North America
Cancún
Caribbean beaches and turquoise water, with a Maya past hiding in plain sight
Caribbean Sea
Some of the clearest, most consistently blue water in the Americas.
Reef & Cenotes
The Mesoamerican Reef and hundreds of freshwater sinkholes for diving and snorkeling.
Maya Heritage
Chichén Itzá and Tulum ruins within easy reach of the coast.
Cancún divides opinion in a way that most beach destinations don't. The Hotel Zone — a long spit of land between the Caribbean and a lagoon — is unapologetically built for tourism, with resort hotels stacked shoulder to shoulder along Kukulcán Boulevard. But dismiss the city on those grounds and you miss what surrounds it. The water along this stretch of the Yucatán Peninsula is, by almost any measure, extraordinary: a specific shade of turquoise that comes from the shallow limestone shelf beneath, so clear that the seabed is visible at depths where you'd expect nothing but blue.

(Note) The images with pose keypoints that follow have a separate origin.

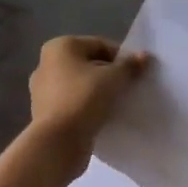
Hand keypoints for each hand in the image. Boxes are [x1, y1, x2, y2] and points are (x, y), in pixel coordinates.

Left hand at [28, 36, 147, 169]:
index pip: (99, 44)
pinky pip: (73, 103)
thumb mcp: (113, 78)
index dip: (122, 57)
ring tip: (119, 104)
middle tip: (130, 88)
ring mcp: (43, 90)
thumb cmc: (84, 99)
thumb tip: (143, 56)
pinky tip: (104, 117)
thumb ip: (129, 66)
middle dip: (110, 75)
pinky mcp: (46, 113)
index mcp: (60, 47)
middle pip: (88, 64)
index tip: (137, 73)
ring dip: (99, 92)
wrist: (58, 141)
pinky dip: (88, 107)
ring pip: (80, 85)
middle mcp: (46, 64)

The real reason to base yourself in Cancún is access. The Mesoamerican Barrier Reef — the second longest in the world — runs along the coast to the south, and the diving and snorkeling off Isla Mujeres and the Underwater Museum of Art (MUSA) are among the best in the Caribbean. Inland, the Yucatán Peninsula is riddled with cenotes: freshwater sinkholes formed when the limestone karst collapsed, revealing underground rivers and caves of startling clarity. Swimming in a cenote — sunlight filtering through a hole in the ceiling above still blue water — is an experience that has no equivalent.
Chichén Itzá is two hours west by road, a UNESCO site of genuine power even now, when the crowds are considerable. Cobá, deeper into the jungle, is less visited and allows you to climb the main pyramid — one of the last major Maya structures in the region where this is still permitted. The city of Mérida, the Yucatán's elegant colonial capital, is a full-day excursion that rewards the drive. Cancún works best as a base rather than a destination in itself — the beach is excellent, but the peninsula is the point.